Task brief: Find the word "graph" in the data, then copy each line where it is found.

Collected data:
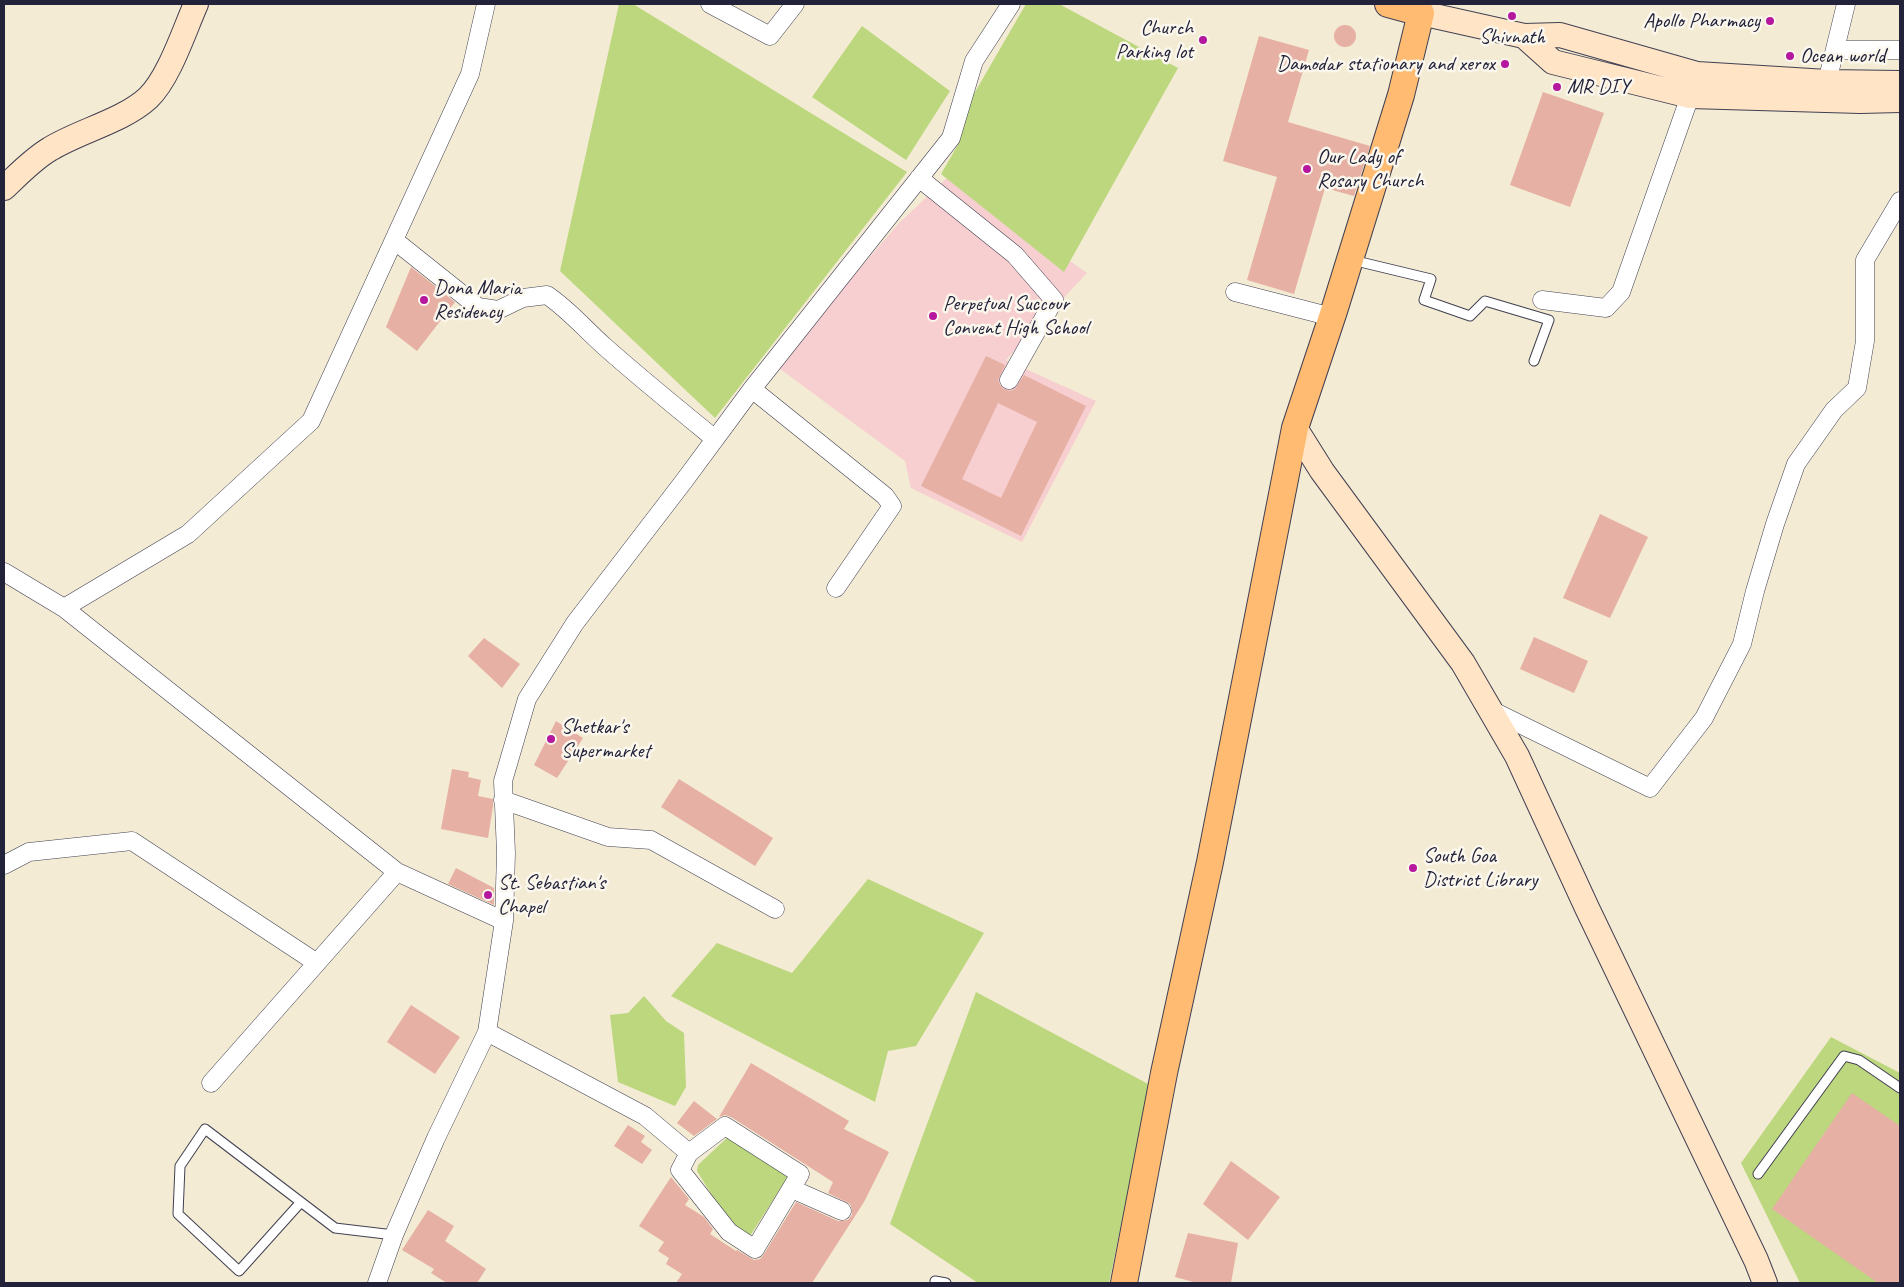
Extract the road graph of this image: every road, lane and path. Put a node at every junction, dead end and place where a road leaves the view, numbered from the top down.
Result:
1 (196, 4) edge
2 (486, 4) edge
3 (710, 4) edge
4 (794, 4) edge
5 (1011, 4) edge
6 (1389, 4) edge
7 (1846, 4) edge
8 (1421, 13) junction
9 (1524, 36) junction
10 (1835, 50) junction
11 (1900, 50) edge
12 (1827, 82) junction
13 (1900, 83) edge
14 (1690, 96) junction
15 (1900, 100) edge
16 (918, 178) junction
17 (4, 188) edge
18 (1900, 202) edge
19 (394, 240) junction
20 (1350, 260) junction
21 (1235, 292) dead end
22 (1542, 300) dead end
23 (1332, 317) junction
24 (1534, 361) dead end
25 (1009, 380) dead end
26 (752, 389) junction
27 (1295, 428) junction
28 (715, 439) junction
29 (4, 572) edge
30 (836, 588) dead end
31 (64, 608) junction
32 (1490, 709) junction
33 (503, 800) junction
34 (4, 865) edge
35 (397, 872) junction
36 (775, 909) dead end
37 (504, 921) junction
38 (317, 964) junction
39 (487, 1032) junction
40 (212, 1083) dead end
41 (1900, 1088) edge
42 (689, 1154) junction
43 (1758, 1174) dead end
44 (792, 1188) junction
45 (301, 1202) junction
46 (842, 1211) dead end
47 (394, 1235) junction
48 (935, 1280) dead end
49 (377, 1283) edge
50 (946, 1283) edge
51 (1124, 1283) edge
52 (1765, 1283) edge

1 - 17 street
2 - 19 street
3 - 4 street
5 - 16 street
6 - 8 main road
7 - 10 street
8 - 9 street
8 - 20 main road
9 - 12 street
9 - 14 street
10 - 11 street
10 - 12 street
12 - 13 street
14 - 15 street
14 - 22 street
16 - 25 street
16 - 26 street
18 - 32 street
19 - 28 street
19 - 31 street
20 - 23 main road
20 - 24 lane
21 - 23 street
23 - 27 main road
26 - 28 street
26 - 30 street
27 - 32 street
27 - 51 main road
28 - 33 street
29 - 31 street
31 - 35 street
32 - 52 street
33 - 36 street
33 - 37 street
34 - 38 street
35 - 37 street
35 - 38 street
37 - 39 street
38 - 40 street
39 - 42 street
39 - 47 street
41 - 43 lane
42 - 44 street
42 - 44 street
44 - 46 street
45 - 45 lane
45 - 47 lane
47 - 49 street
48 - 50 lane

==

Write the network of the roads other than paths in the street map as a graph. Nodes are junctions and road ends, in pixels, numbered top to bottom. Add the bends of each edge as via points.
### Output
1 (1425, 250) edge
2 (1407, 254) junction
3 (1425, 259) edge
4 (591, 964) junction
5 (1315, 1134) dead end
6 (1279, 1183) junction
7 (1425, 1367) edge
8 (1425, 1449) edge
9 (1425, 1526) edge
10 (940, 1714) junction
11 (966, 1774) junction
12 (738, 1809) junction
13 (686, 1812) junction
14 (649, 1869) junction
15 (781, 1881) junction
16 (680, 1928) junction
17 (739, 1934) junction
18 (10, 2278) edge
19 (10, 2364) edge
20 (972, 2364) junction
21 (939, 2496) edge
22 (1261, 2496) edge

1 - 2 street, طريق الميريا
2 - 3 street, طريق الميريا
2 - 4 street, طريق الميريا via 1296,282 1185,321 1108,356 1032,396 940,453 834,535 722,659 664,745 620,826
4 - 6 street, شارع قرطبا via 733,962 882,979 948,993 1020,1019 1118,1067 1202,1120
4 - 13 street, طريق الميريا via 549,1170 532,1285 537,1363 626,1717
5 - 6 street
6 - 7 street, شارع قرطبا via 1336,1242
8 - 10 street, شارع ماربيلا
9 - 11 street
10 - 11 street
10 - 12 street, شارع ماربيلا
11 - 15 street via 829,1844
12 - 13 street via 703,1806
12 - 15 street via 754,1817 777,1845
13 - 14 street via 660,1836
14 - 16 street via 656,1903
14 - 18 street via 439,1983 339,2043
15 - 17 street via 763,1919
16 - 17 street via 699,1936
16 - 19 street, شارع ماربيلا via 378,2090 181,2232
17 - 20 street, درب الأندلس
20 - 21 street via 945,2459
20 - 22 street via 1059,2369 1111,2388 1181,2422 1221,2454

--

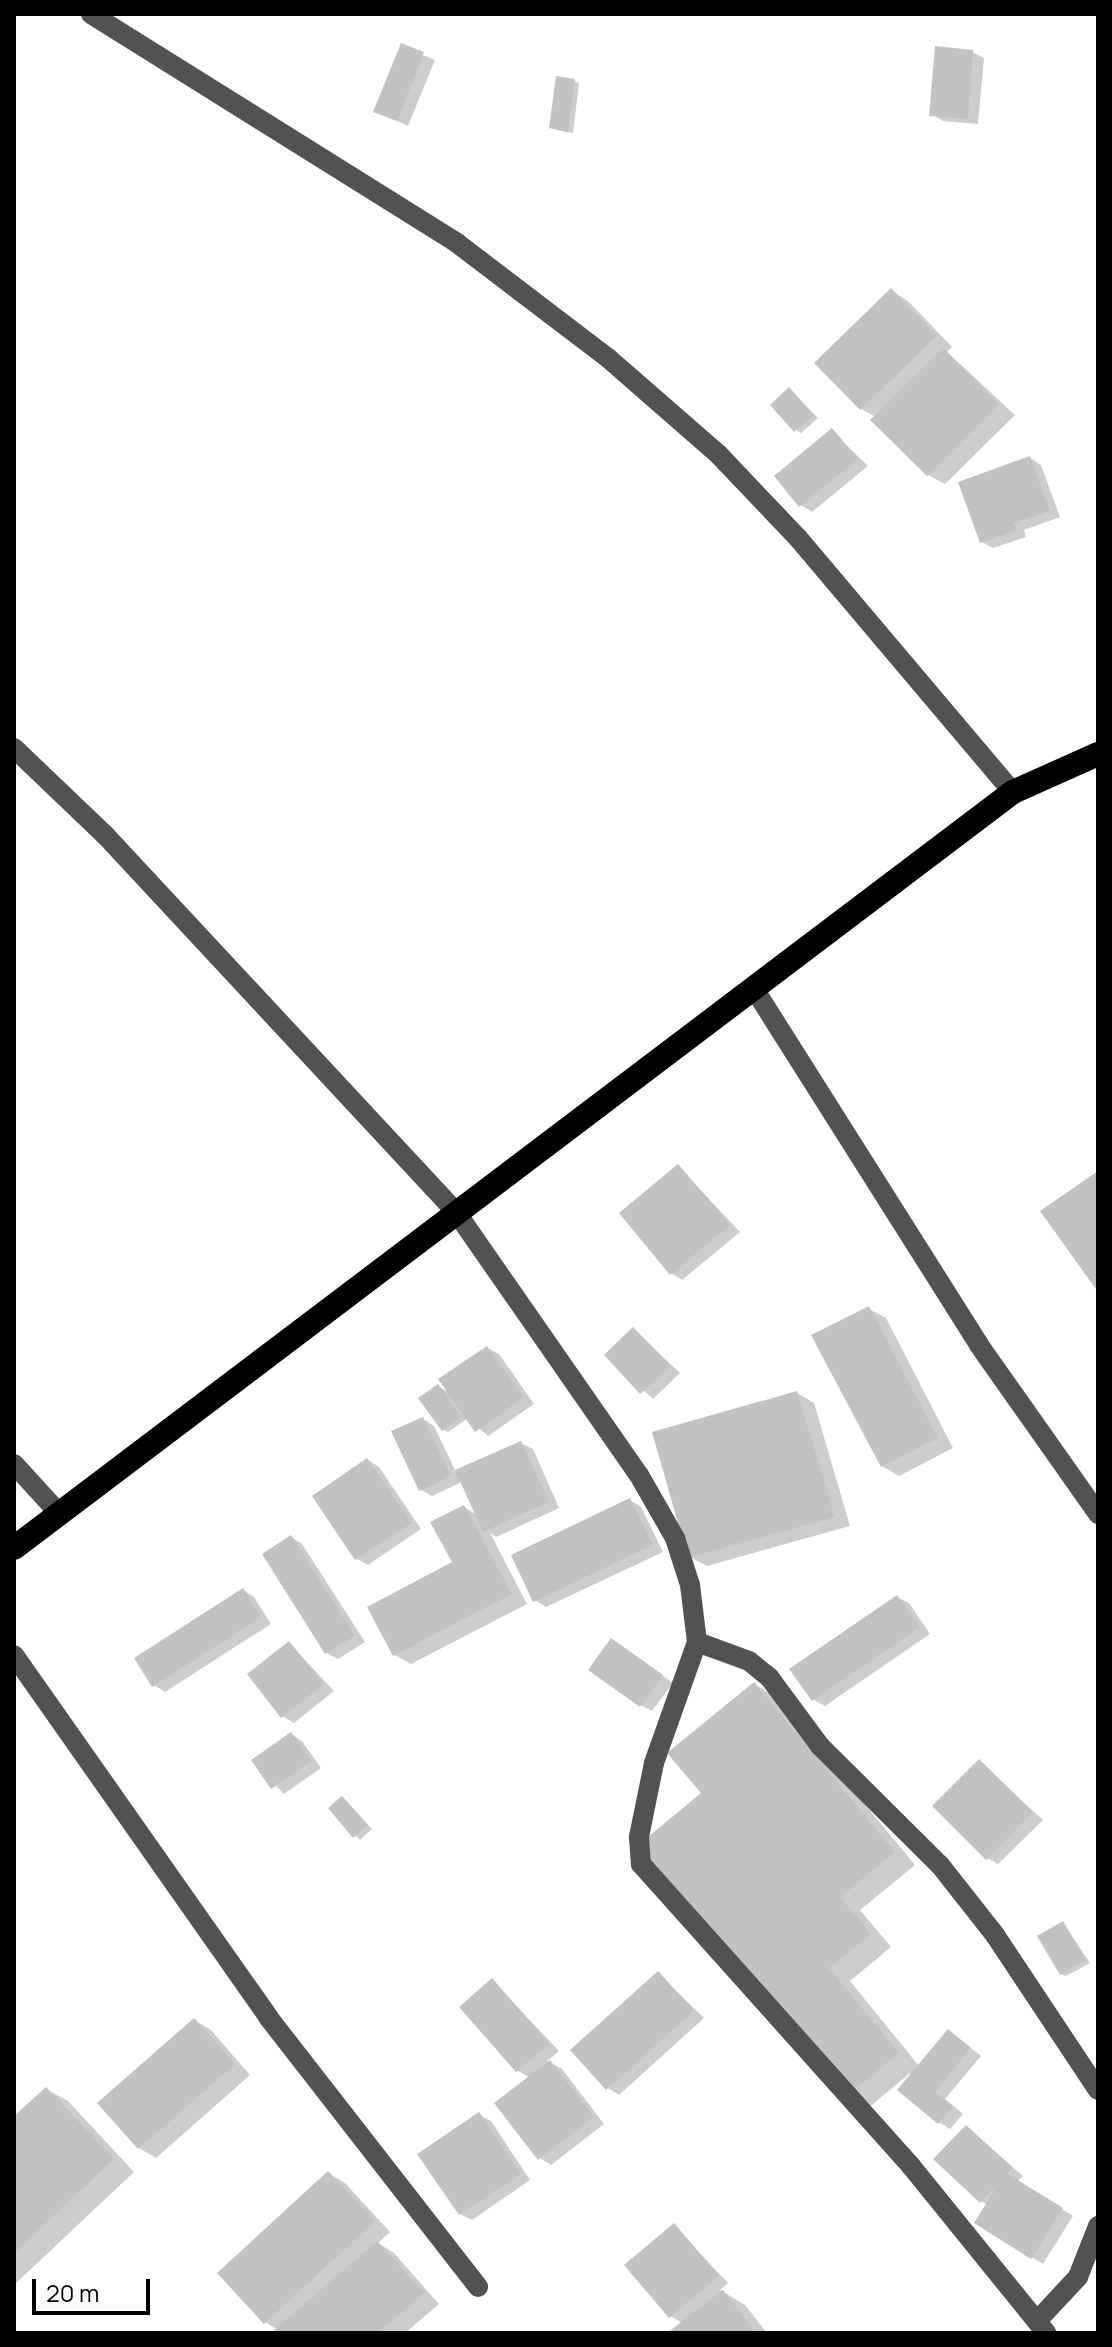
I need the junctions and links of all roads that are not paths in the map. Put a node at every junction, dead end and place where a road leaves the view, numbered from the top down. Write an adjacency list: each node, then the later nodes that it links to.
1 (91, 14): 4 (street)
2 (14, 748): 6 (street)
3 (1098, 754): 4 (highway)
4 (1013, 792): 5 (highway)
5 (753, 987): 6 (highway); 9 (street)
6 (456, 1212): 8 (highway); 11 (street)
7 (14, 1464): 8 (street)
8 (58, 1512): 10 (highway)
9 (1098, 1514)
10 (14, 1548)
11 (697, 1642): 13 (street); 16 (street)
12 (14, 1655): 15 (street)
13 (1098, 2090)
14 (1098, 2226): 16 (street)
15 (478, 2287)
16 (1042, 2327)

Exercise solution:
Extract the road graph of this image: every road, lane and path. Put a node at every junction, dead end and place where a road leaves the view, numbered from the top down.
Write the network of the roads other than paths in the street map as a graph. Nodes are junctions and road ends, in pixels, numbered top to bottom. Add the bends of each edge as via points.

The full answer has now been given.